> What you need to do: Pick out every line in the data below that holds "name".

> Data records:
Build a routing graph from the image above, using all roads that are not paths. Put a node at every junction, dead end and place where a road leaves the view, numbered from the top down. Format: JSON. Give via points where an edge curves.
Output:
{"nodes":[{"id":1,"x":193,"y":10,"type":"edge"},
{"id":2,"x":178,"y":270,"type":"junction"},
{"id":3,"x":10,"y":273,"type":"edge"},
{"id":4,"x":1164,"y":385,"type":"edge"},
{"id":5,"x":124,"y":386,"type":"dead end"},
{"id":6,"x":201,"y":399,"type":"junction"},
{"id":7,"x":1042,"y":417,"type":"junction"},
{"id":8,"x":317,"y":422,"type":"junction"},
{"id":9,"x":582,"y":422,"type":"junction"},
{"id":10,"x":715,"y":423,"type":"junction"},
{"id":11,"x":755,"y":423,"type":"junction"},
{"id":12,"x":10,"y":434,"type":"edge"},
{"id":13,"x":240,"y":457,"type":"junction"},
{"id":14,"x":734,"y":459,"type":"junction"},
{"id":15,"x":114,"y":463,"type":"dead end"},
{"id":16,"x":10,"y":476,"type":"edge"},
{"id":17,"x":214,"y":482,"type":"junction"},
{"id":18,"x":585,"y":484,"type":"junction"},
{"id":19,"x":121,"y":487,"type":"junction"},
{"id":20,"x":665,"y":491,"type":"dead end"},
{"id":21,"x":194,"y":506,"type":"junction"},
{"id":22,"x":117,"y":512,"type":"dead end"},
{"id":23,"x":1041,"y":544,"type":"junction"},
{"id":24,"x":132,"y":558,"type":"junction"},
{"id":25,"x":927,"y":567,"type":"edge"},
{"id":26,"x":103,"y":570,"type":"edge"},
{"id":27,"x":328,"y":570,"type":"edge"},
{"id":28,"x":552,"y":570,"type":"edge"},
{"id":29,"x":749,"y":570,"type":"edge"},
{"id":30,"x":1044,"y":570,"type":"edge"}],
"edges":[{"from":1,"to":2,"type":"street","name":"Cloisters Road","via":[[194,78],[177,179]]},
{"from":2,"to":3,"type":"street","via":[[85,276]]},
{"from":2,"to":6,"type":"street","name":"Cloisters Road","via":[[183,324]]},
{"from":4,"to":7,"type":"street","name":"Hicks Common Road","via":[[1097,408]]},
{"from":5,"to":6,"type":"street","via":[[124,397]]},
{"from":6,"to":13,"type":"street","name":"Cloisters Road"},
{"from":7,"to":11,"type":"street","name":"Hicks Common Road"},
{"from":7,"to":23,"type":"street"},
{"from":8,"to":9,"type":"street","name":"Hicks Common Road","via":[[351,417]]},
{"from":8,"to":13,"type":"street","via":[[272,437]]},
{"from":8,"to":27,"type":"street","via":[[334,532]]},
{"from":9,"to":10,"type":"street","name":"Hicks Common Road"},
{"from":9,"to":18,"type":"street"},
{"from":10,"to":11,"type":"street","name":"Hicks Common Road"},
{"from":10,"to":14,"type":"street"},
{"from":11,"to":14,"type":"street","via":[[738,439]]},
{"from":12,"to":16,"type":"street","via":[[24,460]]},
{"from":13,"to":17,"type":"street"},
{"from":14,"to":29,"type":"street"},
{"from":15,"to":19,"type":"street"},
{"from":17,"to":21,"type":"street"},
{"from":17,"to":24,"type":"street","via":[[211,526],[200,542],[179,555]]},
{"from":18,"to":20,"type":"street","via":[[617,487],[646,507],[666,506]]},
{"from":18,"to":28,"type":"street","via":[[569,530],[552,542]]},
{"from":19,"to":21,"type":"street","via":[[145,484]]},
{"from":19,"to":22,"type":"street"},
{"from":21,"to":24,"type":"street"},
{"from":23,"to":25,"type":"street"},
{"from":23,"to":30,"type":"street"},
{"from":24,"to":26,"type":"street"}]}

> Answer space:
"edges":[{"from":1,"to":2,"type":"street","name":"Cloisters Road","via":[[194,78],[177,179]]},
{"from":2,"to":6,"type":"street","name":"Cloisters Road","via":[[183,324]]},
{"from":4,"to":7,"type":"street","name":"Hicks Common Road","via":[[1097,408]]},
{"from":6,"to":13,"type":"street","name":"Cloisters Road"},
{"from":7,"to":11,"type":"street","name":"Hicks Common Road"},
{"from":8,"to":9,"type":"street","name":"Hicks Common Road","via":[[351,417]]},
{"from":9,"to":10,"type":"street","name":"Hicks Common Road"},
{"from":10,"to":11,"type":"street","name":"Hicks Common Road"},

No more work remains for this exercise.